Instructions for the task >> Every line of the data is to be transcribed as it stands.

Saved entries:
★ ★ ★ ★ ★ ★ ★

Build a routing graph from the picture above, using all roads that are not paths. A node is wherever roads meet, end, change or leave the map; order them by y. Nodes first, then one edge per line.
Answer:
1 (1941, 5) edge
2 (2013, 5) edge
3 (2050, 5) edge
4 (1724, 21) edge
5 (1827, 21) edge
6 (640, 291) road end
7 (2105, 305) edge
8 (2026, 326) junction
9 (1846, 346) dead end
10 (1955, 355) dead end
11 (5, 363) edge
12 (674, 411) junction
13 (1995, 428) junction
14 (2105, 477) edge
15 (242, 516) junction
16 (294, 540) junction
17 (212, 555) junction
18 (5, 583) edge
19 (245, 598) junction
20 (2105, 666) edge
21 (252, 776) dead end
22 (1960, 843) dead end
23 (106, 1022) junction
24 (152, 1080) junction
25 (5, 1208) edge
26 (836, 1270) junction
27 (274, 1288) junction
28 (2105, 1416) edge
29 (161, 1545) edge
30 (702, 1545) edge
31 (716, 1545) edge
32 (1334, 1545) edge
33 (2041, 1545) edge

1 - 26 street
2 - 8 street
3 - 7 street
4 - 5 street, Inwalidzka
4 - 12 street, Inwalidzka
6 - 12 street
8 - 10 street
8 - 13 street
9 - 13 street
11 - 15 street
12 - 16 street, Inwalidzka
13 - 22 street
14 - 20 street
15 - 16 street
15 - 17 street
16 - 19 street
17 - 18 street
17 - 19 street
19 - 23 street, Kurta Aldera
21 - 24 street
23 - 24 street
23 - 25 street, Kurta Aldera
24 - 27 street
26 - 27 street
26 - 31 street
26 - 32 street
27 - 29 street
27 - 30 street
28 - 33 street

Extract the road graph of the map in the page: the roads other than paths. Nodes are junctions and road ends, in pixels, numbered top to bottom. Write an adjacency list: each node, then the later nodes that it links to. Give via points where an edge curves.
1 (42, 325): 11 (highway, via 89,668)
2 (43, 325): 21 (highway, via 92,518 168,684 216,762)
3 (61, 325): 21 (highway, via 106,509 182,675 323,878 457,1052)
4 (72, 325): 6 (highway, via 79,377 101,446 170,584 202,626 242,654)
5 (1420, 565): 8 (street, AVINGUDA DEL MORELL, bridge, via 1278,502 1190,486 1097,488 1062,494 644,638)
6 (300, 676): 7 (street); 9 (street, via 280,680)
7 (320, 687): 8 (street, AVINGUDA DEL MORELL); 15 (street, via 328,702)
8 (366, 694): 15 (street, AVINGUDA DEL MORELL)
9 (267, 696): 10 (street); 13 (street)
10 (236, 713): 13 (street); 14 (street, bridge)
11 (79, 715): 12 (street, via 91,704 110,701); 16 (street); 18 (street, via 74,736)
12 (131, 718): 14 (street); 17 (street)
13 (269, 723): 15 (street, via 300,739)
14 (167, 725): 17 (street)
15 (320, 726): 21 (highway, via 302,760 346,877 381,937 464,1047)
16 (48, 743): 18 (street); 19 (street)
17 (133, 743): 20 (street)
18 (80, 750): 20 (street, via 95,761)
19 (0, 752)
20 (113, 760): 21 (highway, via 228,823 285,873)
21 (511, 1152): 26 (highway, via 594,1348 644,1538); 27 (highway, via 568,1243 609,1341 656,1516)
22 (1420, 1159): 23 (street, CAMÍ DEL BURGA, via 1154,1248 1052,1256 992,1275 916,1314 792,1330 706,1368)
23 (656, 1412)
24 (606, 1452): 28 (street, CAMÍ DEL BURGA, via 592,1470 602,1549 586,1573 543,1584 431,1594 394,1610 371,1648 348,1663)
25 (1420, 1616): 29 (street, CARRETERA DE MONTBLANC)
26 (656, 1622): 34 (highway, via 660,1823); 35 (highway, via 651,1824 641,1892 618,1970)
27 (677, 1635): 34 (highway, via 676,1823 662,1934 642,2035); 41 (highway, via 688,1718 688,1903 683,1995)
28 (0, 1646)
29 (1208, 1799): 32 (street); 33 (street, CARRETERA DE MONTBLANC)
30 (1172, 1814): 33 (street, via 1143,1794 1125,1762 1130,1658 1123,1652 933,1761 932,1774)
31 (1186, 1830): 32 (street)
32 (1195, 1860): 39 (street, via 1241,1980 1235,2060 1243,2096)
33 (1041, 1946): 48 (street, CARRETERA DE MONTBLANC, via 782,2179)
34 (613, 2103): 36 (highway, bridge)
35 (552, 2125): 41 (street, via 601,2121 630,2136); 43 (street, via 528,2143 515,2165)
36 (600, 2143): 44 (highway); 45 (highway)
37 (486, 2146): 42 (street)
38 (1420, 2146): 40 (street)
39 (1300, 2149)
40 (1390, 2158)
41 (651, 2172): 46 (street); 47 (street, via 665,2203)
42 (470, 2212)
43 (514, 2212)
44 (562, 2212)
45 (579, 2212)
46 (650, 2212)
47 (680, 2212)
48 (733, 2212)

★ ★ ★ ★ ★ ★ ★

Output of the task >>
Build a routing graph from the picture above, using all roads that are not paths. A node is wherever roads meet, end, change or leave the map; order them by y. Nodes first, then one edge per line.
Answer:
1 (1941, 5) edge
2 (2013, 5) edge
3 (2050, 5) edge
4 (1724, 21) edge
5 (1827, 21) edge
6 (640, 291) road end
7 (2105, 305) edge
8 (2026, 326) junction
9 (1846, 346) dead end
10 (1955, 355) dead end
11 (5, 363) edge
12 (674, 411) junction
13 (1995, 428) junction
14 (2105, 477) edge
15 (242, 516) junction
16 (294, 540) junction
17 (212, 555) junction
18 (5, 583) edge
19 (245, 598) junction
20 (2105, 666) edge
21 (252, 776) dead end
22 (1960, 843) dead end
23 (106, 1022) junction
24 (152, 1080) junction
25 (5, 1208) edge
26 (836, 1270) junction
27 (274, 1288) junction
28 (2105, 1416) edge
29 (161, 1545) edge
30 (702, 1545) edge
31 (716, 1545) edge
32 (1334, 1545) edge
33 (2041, 1545) edge

1 - 26 street
2 - 8 street
3 - 7 street
4 - 5 street, Inwalidzka
4 - 12 street, Inwalidzka
6 - 12 street
8 - 10 street
8 - 13 street
9 - 13 street
11 - 15 street
12 - 16 street, Inwalidzka
13 - 22 street
14 - 20 street
15 - 16 street
15 - 17 street
16 - 19 street
17 - 18 street
17 - 19 street
19 - 23 street, Kurta Aldera
21 - 24 street
23 - 24 street
23 - 25 street, Kurta Aldera
24 - 27 street
26 - 27 street
26 - 31 street
26 - 32 street
27 - 29 street
27 - 30 street
28 - 33 street

Extract the road graph of the map in the page: the roads other than paths. Nodes are junctions and road ends, in pixels, numbered top to bottom. Write an adjacency list: each node, then the later nodes that it links to. Give via points where an edge curves.
1 (42, 325): 11 (highway, via 89,668)
2 (43, 325): 21 (highway, via 92,518 168,684 216,762)
3 (61, 325): 21 (highway, via 106,509 182,675 323,878 457,1052)
4 (72, 325): 6 (highway, via 79,377 101,446 170,584 202,626 242,654)
5 (1420, 565): 8 (street, AVINGUDA DEL MORELL, bridge, via 1278,502 1190,486 1097,488 1062,494 644,638)
6 (300, 676): 7 (street); 9 (street, via 280,680)
7 (320, 687): 8 (street, AVINGUDA DEL MORELL); 15 (street, via 328,702)
8 (366, 694): 15 (street, AVINGUDA DEL MORELL)
9 (267, 696): 10 (street); 13 (street)
10 (236, 713): 13 (street); 14 (street, bridge)
11 (79, 715): 12 (street, via 91,704 110,701); 16 (street); 18 (street, via 74,736)
12 (131, 718): 14 (street); 17 (street)
13 (269, 723): 15 (street, via 300,739)
14 (167, 725): 17 (street)
15 (320, 726): 21 (highway, via 302,760 346,877 381,937 464,1047)
16 (48, 743): 18 (street); 19 (street)
17 (133, 743): 20 (street)
18 (80, 750): 20 (street, via 95,761)
19 (0, 752)
20 (113, 760): 21 (highway, via 228,823 285,873)
21 (511, 1152): 26 (highway, via 594,1348 644,1538); 27 (highway, via 568,1243 609,1341 656,1516)
22 (1420, 1159): 23 (street, CAMÍ DEL BURGA, via 1154,1248 1052,1256 992,1275 916,1314 792,1330 706,1368)
23 (656, 1412)
24 (606, 1452): 28 (street, CAMÍ DEL BURGA, via 592,1470 602,1549 586,1573 543,1584 431,1594 394,1610 371,1648 348,1663)
25 (1420, 1616): 29 (street, CARRETERA DE MONTBLANC)
26 (656, 1622): 34 (highway, via 660,1823); 35 (highway, via 651,1824 641,1892 618,1970)
27 (677, 1635): 34 (highway, via 676,1823 662,1934 642,2035); 41 (highway, via 688,1718 688,1903 683,1995)
28 (0, 1646)
29 (1208, 1799): 32 (street); 33 (street, CARRETERA DE MONTBLANC)
30 (1172, 1814): 33 (street, via 1143,1794 1125,1762 1130,1658 1123,1652 933,1761 932,1774)
31 (1186, 1830): 32 (street)
32 (1195, 1860): 39 (street, via 1241,1980 1235,2060 1243,2096)
33 (1041, 1946): 48 (street, CARRETERA DE MONTBLANC, via 782,2179)
34 (613, 2103): 36 (highway, bridge)
35 (552, 2125): 41 (street, via 601,2121 630,2136); 43 (street, via 528,2143 515,2165)
36 (600, 2143): 44 (highway); 45 (highway)
37 (486, 2146): 42 (street)
38 (1420, 2146): 40 (street)
39 (1300, 2149)
40 (1390, 2158)
41 (651, 2172): 46 (street); 47 (street, via 665,2203)
42 (470, 2212)
43 (514, 2212)
44 (562, 2212)
45 (579, 2212)
46 (650, 2212)
47 (680, 2212)
48 (733, 2212)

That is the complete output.